This models that the result of a call to withdraw() is deterministic. In case this property is violated, the SMT solver answers unsat and gives a proof log showing that there are two distinct results although the function call has started from the identical situation, the state (b, tb), by the caller s, the amount of sent native currency v, and has ended without a revert.

This security proprty is not very optimal in the sense that it causes false positive in the detection of the reentrancy vulnerability. For example, it is better to make use of an invariance concerning the balances. However, we employ the above mentioned assertion due to the following reasons.

  • Generation of an invariance is not straightforward in a general case. We prefer to leave it for future work
  • We have faced a limit of computational power of the machine in case the assertion makes use of an invariance (still non-terminating in half a day of Z3 execution). We should keep the problem manageable in seconds.

Experiment

We are going to see how to practice formal verification by means of an SMT solver, that requires some optimization and modification due to a computational limitation etc. At the end, we managed to get an evidence showing that our jar contract is indeed vulnerable due to reentrancy as follows:

  • Assume the contract has the state ([1], 3), meaning that an account (say the account 0) has its deposit which amounts to 1 and the asset balance of the jar contract amounts to 3.
  • Distinct transactions may happen when the account 0 calls withdraw():
    • the state of the contract ends up with ([0], 1)
    • the state of the contract ends up with ([0], 2)
  • Although withdraw() is supposed to pay back to the caller the exact amount of the deposit, that is 1, the contract may pay back 2.
  • This divergence comes from two distinct external behaviors, to ([0], 1) and to ([1], 2) from the state ([1], 2), are possible through a call to msg.sender.call() in withdraw().

We will discuss the details of Executing Z3 for the model and the security property mentioned above, I didn't get an answer from Z3 in a reasonable time consumption (after half a day, I gave up). The following version of the definition of Init enabled me to get an answer in a few seconds.

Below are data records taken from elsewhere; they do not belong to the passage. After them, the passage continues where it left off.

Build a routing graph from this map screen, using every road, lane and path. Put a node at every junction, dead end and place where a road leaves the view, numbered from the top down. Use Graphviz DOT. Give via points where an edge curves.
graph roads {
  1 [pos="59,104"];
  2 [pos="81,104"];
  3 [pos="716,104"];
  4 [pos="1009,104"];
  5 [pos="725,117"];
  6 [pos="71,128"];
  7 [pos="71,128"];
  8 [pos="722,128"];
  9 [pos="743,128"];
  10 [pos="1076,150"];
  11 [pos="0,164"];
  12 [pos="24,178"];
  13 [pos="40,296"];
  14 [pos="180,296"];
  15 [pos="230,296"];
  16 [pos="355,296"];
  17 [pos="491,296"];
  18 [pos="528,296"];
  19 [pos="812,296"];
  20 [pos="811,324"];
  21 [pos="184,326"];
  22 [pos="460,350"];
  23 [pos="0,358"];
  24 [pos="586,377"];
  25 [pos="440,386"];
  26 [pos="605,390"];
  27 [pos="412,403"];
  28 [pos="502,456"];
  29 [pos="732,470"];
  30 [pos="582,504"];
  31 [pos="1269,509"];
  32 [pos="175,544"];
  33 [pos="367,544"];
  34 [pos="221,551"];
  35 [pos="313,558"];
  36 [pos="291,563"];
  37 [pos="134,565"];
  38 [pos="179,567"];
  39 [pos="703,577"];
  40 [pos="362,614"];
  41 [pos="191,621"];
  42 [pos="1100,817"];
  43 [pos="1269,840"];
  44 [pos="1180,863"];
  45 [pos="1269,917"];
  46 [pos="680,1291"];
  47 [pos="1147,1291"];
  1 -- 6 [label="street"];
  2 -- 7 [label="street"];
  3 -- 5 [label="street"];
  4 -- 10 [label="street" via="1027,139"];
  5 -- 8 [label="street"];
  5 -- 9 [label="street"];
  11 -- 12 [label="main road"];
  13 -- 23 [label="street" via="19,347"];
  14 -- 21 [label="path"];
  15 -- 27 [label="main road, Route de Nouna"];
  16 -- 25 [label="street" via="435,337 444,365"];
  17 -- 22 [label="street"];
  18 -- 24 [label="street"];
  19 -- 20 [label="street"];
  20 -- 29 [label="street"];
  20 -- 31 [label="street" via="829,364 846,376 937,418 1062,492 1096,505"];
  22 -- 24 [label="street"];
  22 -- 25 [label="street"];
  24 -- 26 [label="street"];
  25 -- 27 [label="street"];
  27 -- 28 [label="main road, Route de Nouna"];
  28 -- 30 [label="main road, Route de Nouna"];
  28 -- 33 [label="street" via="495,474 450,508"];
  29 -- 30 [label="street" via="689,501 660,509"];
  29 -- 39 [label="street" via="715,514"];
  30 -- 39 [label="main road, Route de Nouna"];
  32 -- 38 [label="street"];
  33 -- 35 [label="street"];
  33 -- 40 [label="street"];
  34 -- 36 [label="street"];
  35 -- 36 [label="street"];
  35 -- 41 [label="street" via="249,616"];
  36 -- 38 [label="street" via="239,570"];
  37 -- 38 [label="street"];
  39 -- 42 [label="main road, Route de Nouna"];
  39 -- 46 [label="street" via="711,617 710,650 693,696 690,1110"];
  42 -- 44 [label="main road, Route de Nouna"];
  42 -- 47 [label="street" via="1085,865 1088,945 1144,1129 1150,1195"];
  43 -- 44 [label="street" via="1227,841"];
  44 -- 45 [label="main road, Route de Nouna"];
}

(assert (forall ((b M) (tb BUINT)) (=> (Init b tb) (Jar b tb))))

Contrary to the source code, this new model allows any balance at the deployment. Although the initial balance should be all zero, and updates of the balance should be done by the functions deposit() and withdraw(), it seems computationally too demanding and not practicable. This modification is benign to our purpose, and we accept it for this moment to get a result.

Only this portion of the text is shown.